Privacy and Utility Trade-off – Striking the Right Balance
Strategic business decisions are based on facts, figures and other data. Hence, data-driven decision making is the key to streamlining operations and earning customer delight. Accurate data can fuel fact-based innovation and mature strategies, encourage critical thinking and garner adequate funds. Organizations are increasingly focusing on digital realms of machine learning (ML) and artificial intelligence (AI) for analytical models that can provide such advantages.
Facebook, Google and several mobile providers collect detailed usage information from apps and websites, including scrolls, swipes and clicks. These are leveraged individually or in combinations by private and government bodies to understand trends and create ML/AI models. However, data privacy regulations such as General Data Protection Regulation (GDPR) and California Consumer Privacy Act (CCPA) have restricted access to personal, sensitive data. Given the demand for data and its role in propelling business decisions, the way forward is to strike a balance between compliance and data usage. Organizations are torn between the need to extract useful insights from sensitive data and to protect privacy. Hence, several organizations are using Data Anonymization for ML/AI based model development.
Understanding Data Anonymization
Data Anonymization is the process of protecting private/sensitive information by erasing or encrypting identifiers that make an individual detectable. Traditional data masking or Pseudonymization replaces personally identifiable information fields with artificial ones, or pseudonyms. However, these techniques mask real data with unrelated numbers and texts, leading to the loss of domain and character specific essence. This type of data cannot provide intelligent insights for decision making. The emergence of Differential Privacy (DP), which masks data based on random noise while maintaining the characteristic domain facets of the aggregated data, has been a game changer. When this data is used in analytical modelling, the output of the model insights is very close to that of the original.
Differential Privacy – A Smarter Option
Differential Privacy adds ‘noise’ to an aggregate query result to protect privacy without significantly affecting the outcome. Invented by Cynthia Dwork, Frank McSherry, Kobbi Nissim and Adam Smith, it addresses most of the limitations of the traditional approaches such as k-anonymity. If there are two identical databases, one with the required information, and another without, DP ensures that the probability of a statistical query to produce a given result is nearly the same for both the databases. The ingenuity of DP is that it protects privacy, while allowing a meaningful analysis on the dataset. It adds noise to individual data, which is averaged out when the data is aggregated to deliver results much closer to the original.
There are many differentially private data release techniques such as Laplace and Exponential, which involve releasing aggregate statistics strewn with random noises. Various privacy mechanisms are used for specific analytical tasks. For instance, when building a histogram, an average is taken and micro-data is released. Machine learning models are used for ensuring quality outcomes. During the computation of the release, noise is added to provide privacy while maximizing accuracy of results. In DP algorithms, Epsilon (ε) is an important parameter, which represents the strength of the privacy protection. A higher ε indicates less protection, while a lower ε indicates more. DP frameworks provide tools for analyzing how the value of ε impacts the data analysis result in terms of data privacy.

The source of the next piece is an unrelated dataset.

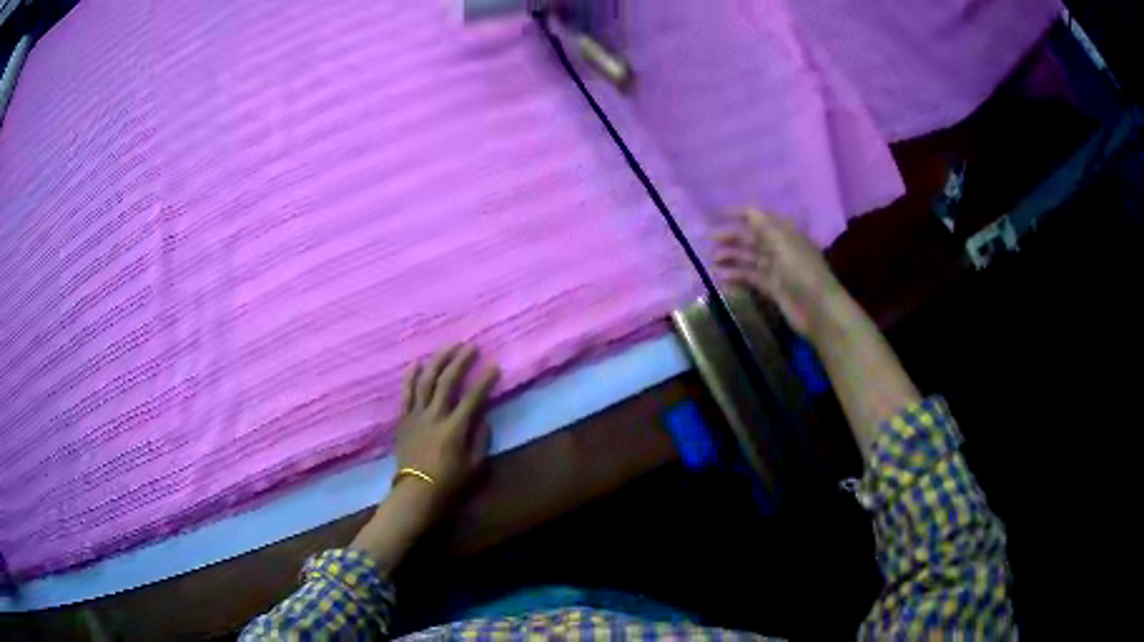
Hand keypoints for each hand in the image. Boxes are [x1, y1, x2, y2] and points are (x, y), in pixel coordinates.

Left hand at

Examples to Understand Differential Privacy
To demonstrate DP, consider a sample data on which basic Laplace DP method has been applied. This has been used on five variables and ML-based KMeans clustering method has been used for testing the model quality for data privacy. The privacy and accuracy have been tested for different ε values and finally baselined at 0.0005, where the optimal levels of privacy and accuracy are maintained, as shown in the following table and histogram. When tested with KMeans technique with a ‘4’ cluster solution, considerable similarity was found between the original and DP data clusters. When the DP clusters were compared with the original clusters, the mean values were almost the same.

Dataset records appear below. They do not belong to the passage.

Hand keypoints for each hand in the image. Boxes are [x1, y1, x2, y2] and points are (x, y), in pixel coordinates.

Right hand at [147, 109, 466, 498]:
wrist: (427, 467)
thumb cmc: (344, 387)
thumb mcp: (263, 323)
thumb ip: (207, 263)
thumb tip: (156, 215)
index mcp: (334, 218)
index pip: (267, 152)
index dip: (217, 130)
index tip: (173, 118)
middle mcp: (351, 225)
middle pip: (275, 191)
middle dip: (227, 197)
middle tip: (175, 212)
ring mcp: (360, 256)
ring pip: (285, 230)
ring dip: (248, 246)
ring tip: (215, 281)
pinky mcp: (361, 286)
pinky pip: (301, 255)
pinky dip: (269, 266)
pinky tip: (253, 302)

This proves that DP algorithms ensure privacy and data similarity when used for ML/AI techniques. Companies such as Google, Facebook, Apple and IBM are already working on DP for data anonymization of their ML/AI algorithms, and there is on-going research for further improvement.
The Future of Differential Privacy
DP is a relatively new field of research and users are still learning to use it effectively. There are operational difficulties in transitioning from research to practice, and in managing DP parameters. Is DP the ultimate route to achieve ‘privacy-utility trade-off’? The answer depends on the availability of generic domain-based algorithms and the opinion of regulatory bodies. If these are addressed, then DP can undoubtedly emerge as the top data anonymization product for real-time data dashboarding and ML/AI application model development.